• _Task to complete_
Every line from the one that contains "Trace the roads" to the end of the records must be restated word for word. No other line belongs in the answer.

(Recorded data)
· · · · · · ·
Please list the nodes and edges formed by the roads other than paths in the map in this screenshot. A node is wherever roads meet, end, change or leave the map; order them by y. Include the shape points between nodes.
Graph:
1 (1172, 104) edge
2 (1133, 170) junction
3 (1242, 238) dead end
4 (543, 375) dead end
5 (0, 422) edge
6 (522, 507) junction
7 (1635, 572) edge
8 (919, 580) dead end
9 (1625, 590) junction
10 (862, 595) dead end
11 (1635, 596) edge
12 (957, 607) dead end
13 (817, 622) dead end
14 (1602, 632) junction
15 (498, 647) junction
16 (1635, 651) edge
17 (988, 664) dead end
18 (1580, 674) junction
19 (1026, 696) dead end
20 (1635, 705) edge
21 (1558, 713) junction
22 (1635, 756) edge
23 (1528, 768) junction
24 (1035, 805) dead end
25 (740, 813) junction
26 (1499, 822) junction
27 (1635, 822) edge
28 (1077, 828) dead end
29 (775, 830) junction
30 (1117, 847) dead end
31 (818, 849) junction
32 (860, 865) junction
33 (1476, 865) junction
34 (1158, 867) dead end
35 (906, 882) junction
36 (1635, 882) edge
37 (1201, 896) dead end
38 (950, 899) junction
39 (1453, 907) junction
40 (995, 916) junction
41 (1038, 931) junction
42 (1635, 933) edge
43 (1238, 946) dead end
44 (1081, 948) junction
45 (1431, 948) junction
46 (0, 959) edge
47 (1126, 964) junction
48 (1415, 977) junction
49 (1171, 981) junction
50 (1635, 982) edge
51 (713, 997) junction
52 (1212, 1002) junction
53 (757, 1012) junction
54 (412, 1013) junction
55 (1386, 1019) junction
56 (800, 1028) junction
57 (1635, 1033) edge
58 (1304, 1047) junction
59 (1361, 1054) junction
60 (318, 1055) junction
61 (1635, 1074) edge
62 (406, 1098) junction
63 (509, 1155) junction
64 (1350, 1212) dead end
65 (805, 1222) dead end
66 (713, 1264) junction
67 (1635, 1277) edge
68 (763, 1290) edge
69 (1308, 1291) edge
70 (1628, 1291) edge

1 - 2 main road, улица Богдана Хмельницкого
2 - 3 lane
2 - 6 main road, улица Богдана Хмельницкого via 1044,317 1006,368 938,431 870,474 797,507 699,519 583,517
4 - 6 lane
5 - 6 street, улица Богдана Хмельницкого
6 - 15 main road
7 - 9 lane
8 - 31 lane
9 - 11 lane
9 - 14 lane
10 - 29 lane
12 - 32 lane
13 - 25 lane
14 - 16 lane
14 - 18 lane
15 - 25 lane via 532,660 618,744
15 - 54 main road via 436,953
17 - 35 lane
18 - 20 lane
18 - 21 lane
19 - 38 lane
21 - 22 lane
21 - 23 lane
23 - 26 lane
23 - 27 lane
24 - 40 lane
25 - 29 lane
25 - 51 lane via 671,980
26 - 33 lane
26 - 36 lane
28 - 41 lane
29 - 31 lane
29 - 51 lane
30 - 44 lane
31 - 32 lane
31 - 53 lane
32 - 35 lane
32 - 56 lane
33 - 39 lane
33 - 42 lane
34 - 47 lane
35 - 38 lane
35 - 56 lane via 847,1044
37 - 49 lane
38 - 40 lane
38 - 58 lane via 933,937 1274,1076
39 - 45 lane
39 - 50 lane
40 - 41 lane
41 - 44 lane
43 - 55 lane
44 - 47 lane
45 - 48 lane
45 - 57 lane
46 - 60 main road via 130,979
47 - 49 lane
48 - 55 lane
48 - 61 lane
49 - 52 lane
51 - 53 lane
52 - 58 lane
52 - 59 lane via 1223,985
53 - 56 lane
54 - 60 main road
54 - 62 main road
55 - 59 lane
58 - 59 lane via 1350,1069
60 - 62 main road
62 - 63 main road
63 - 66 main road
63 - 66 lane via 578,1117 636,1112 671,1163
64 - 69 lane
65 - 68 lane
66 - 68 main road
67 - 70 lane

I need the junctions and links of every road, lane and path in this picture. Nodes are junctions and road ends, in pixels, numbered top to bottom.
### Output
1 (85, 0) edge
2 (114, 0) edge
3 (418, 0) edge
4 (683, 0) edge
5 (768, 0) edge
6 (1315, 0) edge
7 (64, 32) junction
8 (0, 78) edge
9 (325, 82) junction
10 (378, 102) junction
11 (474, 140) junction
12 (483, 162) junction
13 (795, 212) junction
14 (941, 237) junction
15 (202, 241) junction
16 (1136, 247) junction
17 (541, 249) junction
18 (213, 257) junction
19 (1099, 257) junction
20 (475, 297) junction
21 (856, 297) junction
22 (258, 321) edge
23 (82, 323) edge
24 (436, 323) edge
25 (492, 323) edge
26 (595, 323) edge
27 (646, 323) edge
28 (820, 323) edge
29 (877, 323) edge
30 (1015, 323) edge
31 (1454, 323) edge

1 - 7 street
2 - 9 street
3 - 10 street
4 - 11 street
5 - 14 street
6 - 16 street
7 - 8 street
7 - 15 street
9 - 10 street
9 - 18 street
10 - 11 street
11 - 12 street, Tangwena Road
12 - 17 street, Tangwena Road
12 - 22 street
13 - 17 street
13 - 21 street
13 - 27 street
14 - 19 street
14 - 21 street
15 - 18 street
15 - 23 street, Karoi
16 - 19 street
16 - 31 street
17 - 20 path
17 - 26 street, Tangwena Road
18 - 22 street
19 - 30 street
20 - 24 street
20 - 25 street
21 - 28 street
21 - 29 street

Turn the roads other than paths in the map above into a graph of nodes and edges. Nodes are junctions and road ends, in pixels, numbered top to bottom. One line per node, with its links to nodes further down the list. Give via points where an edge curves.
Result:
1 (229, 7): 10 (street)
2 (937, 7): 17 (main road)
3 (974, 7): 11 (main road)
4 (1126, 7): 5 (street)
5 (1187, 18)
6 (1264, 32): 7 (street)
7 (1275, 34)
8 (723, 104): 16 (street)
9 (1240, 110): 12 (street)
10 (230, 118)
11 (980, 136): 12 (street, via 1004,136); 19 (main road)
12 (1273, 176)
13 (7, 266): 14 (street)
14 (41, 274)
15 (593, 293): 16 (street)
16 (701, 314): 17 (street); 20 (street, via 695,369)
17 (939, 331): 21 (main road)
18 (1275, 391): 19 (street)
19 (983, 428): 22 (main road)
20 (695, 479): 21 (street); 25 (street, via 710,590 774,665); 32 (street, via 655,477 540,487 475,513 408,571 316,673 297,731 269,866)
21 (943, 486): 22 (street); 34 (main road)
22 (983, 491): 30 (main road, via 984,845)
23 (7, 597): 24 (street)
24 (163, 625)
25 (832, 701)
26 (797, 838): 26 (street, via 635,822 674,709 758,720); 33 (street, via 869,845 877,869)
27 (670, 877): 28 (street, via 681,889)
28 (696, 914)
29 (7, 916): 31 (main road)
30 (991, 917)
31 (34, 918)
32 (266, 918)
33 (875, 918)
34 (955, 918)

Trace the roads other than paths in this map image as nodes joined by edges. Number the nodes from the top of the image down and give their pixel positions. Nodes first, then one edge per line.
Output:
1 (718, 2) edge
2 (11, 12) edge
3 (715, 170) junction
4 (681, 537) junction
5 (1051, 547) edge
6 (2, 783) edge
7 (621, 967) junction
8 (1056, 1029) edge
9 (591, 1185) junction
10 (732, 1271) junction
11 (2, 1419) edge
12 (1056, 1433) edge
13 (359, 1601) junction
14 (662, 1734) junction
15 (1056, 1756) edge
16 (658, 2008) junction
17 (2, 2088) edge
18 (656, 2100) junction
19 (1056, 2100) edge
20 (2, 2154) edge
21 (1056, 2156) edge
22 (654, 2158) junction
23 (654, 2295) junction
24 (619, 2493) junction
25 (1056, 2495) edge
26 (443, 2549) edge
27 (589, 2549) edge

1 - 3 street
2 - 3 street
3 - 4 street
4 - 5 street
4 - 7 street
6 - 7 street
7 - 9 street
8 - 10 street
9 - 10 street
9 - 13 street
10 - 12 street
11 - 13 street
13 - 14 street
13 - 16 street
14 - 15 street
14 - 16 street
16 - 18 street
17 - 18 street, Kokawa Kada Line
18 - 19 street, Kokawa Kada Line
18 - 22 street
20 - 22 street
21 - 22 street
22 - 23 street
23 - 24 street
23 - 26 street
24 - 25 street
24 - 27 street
· · · · · · ·
• _Expected answer_
Trace the roads other than paths in this map image as nodes joined by edges. Number the nodes from the top of the image down and give their pixel positions. Nodes first, then one edge per line.
Output:
1 (718, 2) edge
2 (11, 12) edge
3 (715, 170) junction
4 (681, 537) junction
5 (1051, 547) edge
6 (2, 783) edge
7 (621, 967) junction
8 (1056, 1029) edge
9 (591, 1185) junction
10 (732, 1271) junction
11 (2, 1419) edge
12 (1056, 1433) edge
13 (359, 1601) junction
14 (662, 1734) junction
15 (1056, 1756) edge
16 (658, 2008) junction
17 (2, 2088) edge
18 (656, 2100) junction
19 (1056, 2100) edge
20 (2, 2154) edge
21 (1056, 2156) edge
22 (654, 2158) junction
23 (654, 2295) junction
24 (619, 2493) junction
25 (1056, 2495) edge
26 (443, 2549) edge
27 (589, 2549) edge

1 - 3 street
2 - 3 street
3 - 4 street
4 - 5 street
4 - 7 street
6 - 7 street
7 - 9 street
8 - 10 street
9 - 10 street
9 - 13 street
10 - 12 street
11 - 13 street
13 - 14 street
13 - 16 street
14 - 15 street
14 - 16 street
16 - 18 street
17 - 18 street, Kokawa Kada Line
18 - 19 street, Kokawa Kada Line
18 - 22 street
20 - 22 street
21 - 22 street
22 - 23 street
23 - 24 street
23 - 26 street
24 - 25 street
24 - 27 street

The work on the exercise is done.